Não teria mais que passar dias melancólicos e febris presa em uma casa com pessoas que apenas fingiam se importar – isso quando realmente estavam em casa – agora viveria o momento, fora imersa em um mundo de liberdade e de aventura. E de perigos e monstros também, ela sabia, ela vira. Mas, uma vida que queria para si, que aceitara.

Contemplou o caçador com um sorriso de pura felicidade, os olhos marejaram de emoção. Era um sorriso inocente, puro. De alguém que havia conseguido tocar um pedacinho de seu paraíso e se via realizado.

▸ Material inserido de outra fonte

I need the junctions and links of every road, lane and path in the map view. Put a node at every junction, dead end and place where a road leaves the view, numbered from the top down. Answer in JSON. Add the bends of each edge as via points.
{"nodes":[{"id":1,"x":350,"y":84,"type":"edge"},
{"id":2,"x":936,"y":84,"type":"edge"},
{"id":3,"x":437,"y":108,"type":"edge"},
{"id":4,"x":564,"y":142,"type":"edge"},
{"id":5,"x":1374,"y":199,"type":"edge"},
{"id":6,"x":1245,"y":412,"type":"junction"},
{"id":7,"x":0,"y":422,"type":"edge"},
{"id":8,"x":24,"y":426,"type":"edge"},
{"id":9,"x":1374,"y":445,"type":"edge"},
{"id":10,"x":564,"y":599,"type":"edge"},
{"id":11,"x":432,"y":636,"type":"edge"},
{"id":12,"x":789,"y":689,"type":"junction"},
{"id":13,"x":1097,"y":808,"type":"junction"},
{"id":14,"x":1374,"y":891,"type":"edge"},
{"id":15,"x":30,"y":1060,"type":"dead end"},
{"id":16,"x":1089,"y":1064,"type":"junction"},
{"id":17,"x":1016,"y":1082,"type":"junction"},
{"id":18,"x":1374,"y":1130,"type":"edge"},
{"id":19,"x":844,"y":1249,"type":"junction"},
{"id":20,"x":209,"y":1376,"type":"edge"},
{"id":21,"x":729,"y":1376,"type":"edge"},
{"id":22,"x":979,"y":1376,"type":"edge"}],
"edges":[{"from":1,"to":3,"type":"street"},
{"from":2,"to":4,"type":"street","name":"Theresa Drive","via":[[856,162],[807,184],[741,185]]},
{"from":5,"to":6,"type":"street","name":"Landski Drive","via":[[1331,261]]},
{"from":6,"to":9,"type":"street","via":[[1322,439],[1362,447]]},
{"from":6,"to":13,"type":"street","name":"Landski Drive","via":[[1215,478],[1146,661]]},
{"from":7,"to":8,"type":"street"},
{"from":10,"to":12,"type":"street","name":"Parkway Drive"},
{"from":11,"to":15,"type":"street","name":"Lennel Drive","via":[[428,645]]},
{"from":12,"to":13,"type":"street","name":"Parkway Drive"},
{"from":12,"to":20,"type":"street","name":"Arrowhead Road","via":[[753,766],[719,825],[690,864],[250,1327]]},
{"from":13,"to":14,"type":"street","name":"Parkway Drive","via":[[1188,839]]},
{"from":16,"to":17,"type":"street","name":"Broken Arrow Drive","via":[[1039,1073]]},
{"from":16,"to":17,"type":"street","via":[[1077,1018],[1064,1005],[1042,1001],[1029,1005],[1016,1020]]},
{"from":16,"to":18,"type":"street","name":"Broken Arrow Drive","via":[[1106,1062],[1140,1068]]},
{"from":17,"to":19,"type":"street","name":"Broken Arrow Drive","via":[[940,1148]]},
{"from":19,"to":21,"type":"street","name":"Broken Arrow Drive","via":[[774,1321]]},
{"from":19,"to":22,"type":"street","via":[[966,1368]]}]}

O sorriso de uma criança.

O rosto de Owen esmoreceu, sentiu o cansaço o abandonar e então relaxou. A cena o tocara, trouxera esperança ao seu coração e aplainara as duvidas que tinha sobre o gesto de ter salvado a menina e a lançado no mundo louco e frenético em que vivia. Ainda não estava certo de que fora o melhor a fazer, nunca estaria, mas, naquele momento, soube que Faye estava feliz. A imagem daquela cena ficaria em sua memória até o fim de seus dias, sempre que se lembrasse da garota, seria aquela imagem que saltaria de sua mente.

O caçador respondeu ao sorriso com toda gentileza e se dirigiu à convidada. Os olhos de Faye não despregavam dele.

Ele trazia dois copos de vidro escuro na mão. Por algum motivo Faye percebeu que, qualquer que fosse o liquido que continham, deveria estar quente. Owen logo ofereceu um dos recipientes para a garota.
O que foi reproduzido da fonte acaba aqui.